Repeat all entries below exactly as shown.

::: GIVEN RECORDS

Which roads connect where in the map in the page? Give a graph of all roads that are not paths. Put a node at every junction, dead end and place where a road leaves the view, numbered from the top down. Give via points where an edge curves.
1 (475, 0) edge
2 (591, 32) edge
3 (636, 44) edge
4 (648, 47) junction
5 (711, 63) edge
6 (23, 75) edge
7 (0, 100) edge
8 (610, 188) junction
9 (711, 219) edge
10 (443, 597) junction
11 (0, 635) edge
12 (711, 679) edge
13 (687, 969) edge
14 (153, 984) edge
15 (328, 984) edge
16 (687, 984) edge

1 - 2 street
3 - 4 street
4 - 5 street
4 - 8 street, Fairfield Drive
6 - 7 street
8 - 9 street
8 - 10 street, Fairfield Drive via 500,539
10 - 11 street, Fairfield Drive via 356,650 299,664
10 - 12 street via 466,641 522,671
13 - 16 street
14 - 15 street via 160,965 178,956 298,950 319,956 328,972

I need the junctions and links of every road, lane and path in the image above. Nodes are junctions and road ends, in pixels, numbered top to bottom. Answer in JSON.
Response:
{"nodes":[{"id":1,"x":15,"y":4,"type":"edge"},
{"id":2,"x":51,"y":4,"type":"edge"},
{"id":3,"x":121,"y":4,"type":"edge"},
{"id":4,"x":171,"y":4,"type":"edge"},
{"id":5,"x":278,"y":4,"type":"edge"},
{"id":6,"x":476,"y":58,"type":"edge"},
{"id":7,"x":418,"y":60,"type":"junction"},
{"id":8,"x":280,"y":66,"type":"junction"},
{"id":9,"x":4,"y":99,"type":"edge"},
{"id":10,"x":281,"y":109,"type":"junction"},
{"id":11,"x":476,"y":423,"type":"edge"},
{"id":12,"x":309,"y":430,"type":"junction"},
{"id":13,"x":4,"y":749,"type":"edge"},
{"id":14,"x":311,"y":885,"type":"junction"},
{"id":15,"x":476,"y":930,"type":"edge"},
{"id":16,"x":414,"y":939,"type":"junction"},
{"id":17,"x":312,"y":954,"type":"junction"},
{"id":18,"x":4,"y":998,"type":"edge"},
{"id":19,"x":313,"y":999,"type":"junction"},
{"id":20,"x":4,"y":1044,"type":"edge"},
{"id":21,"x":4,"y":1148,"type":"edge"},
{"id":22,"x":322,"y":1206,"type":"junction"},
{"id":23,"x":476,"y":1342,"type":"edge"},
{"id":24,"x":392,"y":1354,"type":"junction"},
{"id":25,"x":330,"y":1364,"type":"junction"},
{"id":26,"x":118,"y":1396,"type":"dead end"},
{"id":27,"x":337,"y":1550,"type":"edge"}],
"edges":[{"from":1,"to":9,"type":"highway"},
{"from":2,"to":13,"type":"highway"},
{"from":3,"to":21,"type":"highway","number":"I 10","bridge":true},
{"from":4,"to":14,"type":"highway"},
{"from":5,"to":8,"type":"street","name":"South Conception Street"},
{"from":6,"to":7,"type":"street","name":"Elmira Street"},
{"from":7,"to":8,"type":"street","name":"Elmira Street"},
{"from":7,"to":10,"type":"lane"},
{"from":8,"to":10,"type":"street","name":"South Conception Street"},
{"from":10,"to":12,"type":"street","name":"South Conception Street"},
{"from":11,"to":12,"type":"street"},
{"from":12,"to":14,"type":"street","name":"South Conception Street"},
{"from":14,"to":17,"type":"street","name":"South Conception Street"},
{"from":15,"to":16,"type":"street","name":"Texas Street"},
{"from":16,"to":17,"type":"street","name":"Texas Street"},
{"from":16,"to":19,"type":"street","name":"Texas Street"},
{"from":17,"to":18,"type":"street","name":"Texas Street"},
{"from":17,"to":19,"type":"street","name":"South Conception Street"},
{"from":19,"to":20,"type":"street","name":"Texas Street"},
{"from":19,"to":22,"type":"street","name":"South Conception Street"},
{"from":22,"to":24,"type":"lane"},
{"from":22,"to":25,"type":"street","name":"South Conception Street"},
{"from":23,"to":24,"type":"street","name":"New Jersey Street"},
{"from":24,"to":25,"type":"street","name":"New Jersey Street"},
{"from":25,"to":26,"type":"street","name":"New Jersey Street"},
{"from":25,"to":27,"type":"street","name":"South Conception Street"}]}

::::::

■ RESPONSE TO THE TASK
Which roads connect where in the map in the page? Give a graph of all roads that are not paths. Put a node at every junction, dead end and place where a road leaves the view, numbered from the top down. Give via points where an edge curves.
1 (475, 0) edge
2 (591, 32) edge
3 (636, 44) edge
4 (648, 47) junction
5 (711, 63) edge
6 (23, 75) edge
7 (0, 100) edge
8 (610, 188) junction
9 (711, 219) edge
10 (443, 597) junction
11 (0, 635) edge
12 (711, 679) edge
13 (687, 969) edge
14 (153, 984) edge
15 (328, 984) edge
16 (687, 984) edge

1 - 2 street
3 - 4 street
4 - 5 street
4 - 8 street, Fairfield Drive
6 - 7 street
8 - 9 street
8 - 10 street, Fairfield Drive via 500,539
10 - 11 street, Fairfield Drive via 356,650 299,664
10 - 12 street via 466,641 522,671
13 - 16 street
14 - 15 street via 160,965 178,956 298,950 319,956 328,972

I need the junctions and links of every road, lane and path in the image above. Nodes are junctions and road ends, in pixels, numbered top to bottom. Answer in JSON.
Response:
{"nodes":[{"id":1,"x":15,"y":4,"type":"edge"},
{"id":2,"x":51,"y":4,"type":"edge"},
{"id":3,"x":121,"y":4,"type":"edge"},
{"id":4,"x":171,"y":4,"type":"edge"},
{"id":5,"x":278,"y":4,"type":"edge"},
{"id":6,"x":476,"y":58,"type":"edge"},
{"id":7,"x":418,"y":60,"type":"junction"},
{"id":8,"x":280,"y":66,"type":"junction"},
{"id":9,"x":4,"y":99,"type":"edge"},
{"id":10,"x":281,"y":109,"type":"junction"},
{"id":11,"x":476,"y":423,"type":"edge"},
{"id":12,"x":309,"y":430,"type":"junction"},
{"id":13,"x":4,"y":749,"type":"edge"},
{"id":14,"x":311,"y":885,"type":"junction"},
{"id":15,"x":476,"y":930,"type":"edge"},
{"id":16,"x":414,"y":939,"type":"junction"},
{"id":17,"x":312,"y":954,"type":"junction"},
{"id":18,"x":4,"y":998,"type":"edge"},
{"id":19,"x":313,"y":999,"type":"junction"},
{"id":20,"x":4,"y":1044,"type":"edge"},
{"id":21,"x":4,"y":1148,"type":"edge"},
{"id":22,"x":322,"y":1206,"type":"junction"},
{"id":23,"x":476,"y":1342,"type":"edge"},
{"id":24,"x":392,"y":1354,"type":"junction"},
{"id":25,"x":330,"y":1364,"type":"junction"},
{"id":26,"x":118,"y":1396,"type":"dead end"},
{"id":27,"x":337,"y":1550,"type":"edge"}],
"edges":[{"from":1,"to":9,"type":"highway"},
{"from":2,"to":13,"type":"highway"},
{"from":3,"to":21,"type":"highway","number":"I 10","bridge":true},
{"from":4,"to":14,"type":"highway"},
{"from":5,"to":8,"type":"street","name":"South Conception Street"},
{"from":6,"to":7,"type":"street","name":"Elmira Street"},
{"from":7,"to":8,"type":"street","name":"Elmira Street"},
{"from":7,"to":10,"type":"lane"},
{"from":8,"to":10,"type":"street","name":"South Conception Street"},
{"from":10,"to":12,"type":"street","name":"South Conception Street"},
{"from":11,"to":12,"type":"street"},
{"from":12,"to":14,"type":"street","name":"South Conception Street"},
{"from":14,"to":17,"type":"street","name":"South Conception Street"},
{"from":15,"to":16,"type":"street","name":"Texas Street"},
{"from":16,"to":17,"type":"street","name":"Texas Street"},
{"from":16,"to":19,"type":"street","name":"Texas Street"},
{"from":17,"to":18,"type":"street","name":"Texas Street"},
{"from":17,"to":19,"type":"street","name":"South Conception Street"},
{"from":19,"to":20,"type":"street","name":"Texas Street"},
{"from":19,"to":22,"type":"street","name":"South Conception Street"},
{"from":22,"to":24,"type":"lane"},
{"from":22,"to":25,"type":"street","name":"South Conception Street"},
{"from":23,"to":24,"type":"street","name":"New Jersey Street"},
{"from":24,"to":25,"type":"street","name":"New Jersey Street"},
{"from":25,"to":26,"type":"street","name":"New Jersey Street"},
{"from":25,"to":27,"type":"street","name":"South Conception Street"}]}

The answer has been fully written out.